Detection of leukemia with carbon nanotubes
5 Oct 2014. NUS scientists have demonstrated an ultrasensitive electrochemical nucleic acid assay amplified by carbon nanotubes-based labels for the detection of leukemia oncogene.
A team led by Prof LIM Tit Meng from Department of Biological Sciences in NUS has demonstrated a novel electrochemical assay for simple, sensitive, accurate and quantitative detection of genetic marker in mRNA without RT and PCR amplification. Their method showed a 103–fold improvement in assay sensitivity, which enables the direct detection of a full-length gene marker for leukemia (blood cancer) at extreme low levels from as little as nanograms of total mRNA population. The electrochemical responses were unambiguously resolved for less than 2-fold difference in gene expression level.
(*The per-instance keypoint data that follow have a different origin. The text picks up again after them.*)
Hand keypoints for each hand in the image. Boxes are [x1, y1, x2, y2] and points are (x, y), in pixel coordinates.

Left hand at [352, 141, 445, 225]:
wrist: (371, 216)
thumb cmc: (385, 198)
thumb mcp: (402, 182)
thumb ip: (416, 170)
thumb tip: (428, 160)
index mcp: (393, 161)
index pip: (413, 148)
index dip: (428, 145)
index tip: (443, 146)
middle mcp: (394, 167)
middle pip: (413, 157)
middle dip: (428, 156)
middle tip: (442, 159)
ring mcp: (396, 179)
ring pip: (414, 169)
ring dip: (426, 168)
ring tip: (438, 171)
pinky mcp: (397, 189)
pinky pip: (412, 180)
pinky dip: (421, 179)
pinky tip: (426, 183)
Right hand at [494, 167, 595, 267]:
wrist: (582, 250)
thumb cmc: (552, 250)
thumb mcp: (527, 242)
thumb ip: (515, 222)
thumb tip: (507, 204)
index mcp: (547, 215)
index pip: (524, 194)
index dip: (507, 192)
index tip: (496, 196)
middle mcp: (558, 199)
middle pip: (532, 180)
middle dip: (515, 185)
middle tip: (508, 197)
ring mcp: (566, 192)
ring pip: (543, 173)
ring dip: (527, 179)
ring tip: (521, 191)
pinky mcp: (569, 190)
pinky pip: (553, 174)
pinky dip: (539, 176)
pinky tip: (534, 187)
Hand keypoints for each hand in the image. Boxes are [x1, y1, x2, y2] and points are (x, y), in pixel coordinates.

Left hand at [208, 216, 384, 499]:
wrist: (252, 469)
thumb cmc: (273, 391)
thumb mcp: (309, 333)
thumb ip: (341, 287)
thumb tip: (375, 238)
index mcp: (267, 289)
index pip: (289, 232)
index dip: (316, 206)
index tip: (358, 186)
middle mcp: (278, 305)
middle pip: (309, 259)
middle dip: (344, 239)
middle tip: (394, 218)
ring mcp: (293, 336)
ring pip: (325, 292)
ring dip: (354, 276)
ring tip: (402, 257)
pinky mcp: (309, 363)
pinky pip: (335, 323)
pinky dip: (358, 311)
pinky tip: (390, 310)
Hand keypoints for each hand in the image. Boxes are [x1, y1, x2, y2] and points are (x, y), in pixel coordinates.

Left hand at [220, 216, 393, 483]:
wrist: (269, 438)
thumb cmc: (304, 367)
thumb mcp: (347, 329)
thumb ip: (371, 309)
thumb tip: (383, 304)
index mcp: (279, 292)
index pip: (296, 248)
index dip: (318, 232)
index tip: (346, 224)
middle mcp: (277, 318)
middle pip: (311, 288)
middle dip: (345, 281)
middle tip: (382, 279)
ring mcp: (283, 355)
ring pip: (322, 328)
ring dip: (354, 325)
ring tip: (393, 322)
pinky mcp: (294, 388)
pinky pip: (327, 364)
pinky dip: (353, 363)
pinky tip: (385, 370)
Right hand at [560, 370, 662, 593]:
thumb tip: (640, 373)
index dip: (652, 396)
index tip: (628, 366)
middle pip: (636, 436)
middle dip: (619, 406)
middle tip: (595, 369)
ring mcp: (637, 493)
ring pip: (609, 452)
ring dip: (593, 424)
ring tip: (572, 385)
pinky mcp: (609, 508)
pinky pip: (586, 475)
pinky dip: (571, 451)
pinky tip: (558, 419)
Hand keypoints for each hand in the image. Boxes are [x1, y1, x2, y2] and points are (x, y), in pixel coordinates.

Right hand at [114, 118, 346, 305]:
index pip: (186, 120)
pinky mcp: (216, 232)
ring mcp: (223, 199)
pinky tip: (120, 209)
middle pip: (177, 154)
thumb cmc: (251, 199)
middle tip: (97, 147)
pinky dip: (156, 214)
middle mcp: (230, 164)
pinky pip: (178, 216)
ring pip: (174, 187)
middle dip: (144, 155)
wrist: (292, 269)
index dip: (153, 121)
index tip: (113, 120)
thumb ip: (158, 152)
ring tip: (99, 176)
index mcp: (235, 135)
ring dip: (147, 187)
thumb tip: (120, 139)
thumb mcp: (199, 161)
The high specificity of the assay successfully discriminated the perfect match targets from a 3-base mismatch sequence and the non-complementary sequences present as pure oligonucleotides or mRNA population extracted from negative cell lines.
The electrochemical analysis using their method is consistently comparable to the chemiluminescent detection and can be readily integrated for the development of point-of-care (POC) systems.His team approach has addressed the shortcomings of the RQ-PCR evidenced by the reduced assay complexity and minimization of assay bias caused by non-ideal RT efficiency. The developed assay could therefore provide new insights if use for clinical disease diagnostic tests.The proposed approach that utilized HRP-tagged CNT-based labels can also be adapted readily by fluorescent and luminescent methods.
His team has also discovered a novel function of a nuclear protein called nucleophosmin (NPM). It can inhibit caspase-6 and caspase-8 and its mutation is linked to cancer formation, such as found in acute leukemia. They study the protein NPM so as to better understand its role in cell death regulation, cell differentiation and cell division. They have discovered that the mutant form of NPM is overly localized in the cell cytoplasm, as a result it not only prevents cell death from happening when they are due to die, it also inhibits proper blood cell differentiation, thus making acute myeloid leukemia (a form of blood cancer) a severe disease.
Schematic illustration of the branched DNA (bDNA)-amplified electrochemical detection and quantitation of mRNA fusion transcript. [Image credit: LEE Ai Cheng]
1. A C, Z Dai, B Chen, H Wu, J Wang, A Zhang, L Zhang, T M Lim, Y Lin. "Electrochemical Branched‑DNA Assay for Polymerase Chain Reaction‑Free Detection and Quantification of Oncogenes in Messenger RNA". Analytic Chemistry 80 No. 24 (2008) 9402.
2. Leong, S M, B X Tan, B A Baidah, T Yan, LY Chee, S T ANG, K G TAY, LP Koh, Yeoh EJ, E S C Koay, HYK Mok, TM Lim. “Mutant nucleophosmin deregulates cell death and myeloid differentiation through excessive Caspase‑6 and ‑8 inhibition.” Blood 116 (2010) 3286.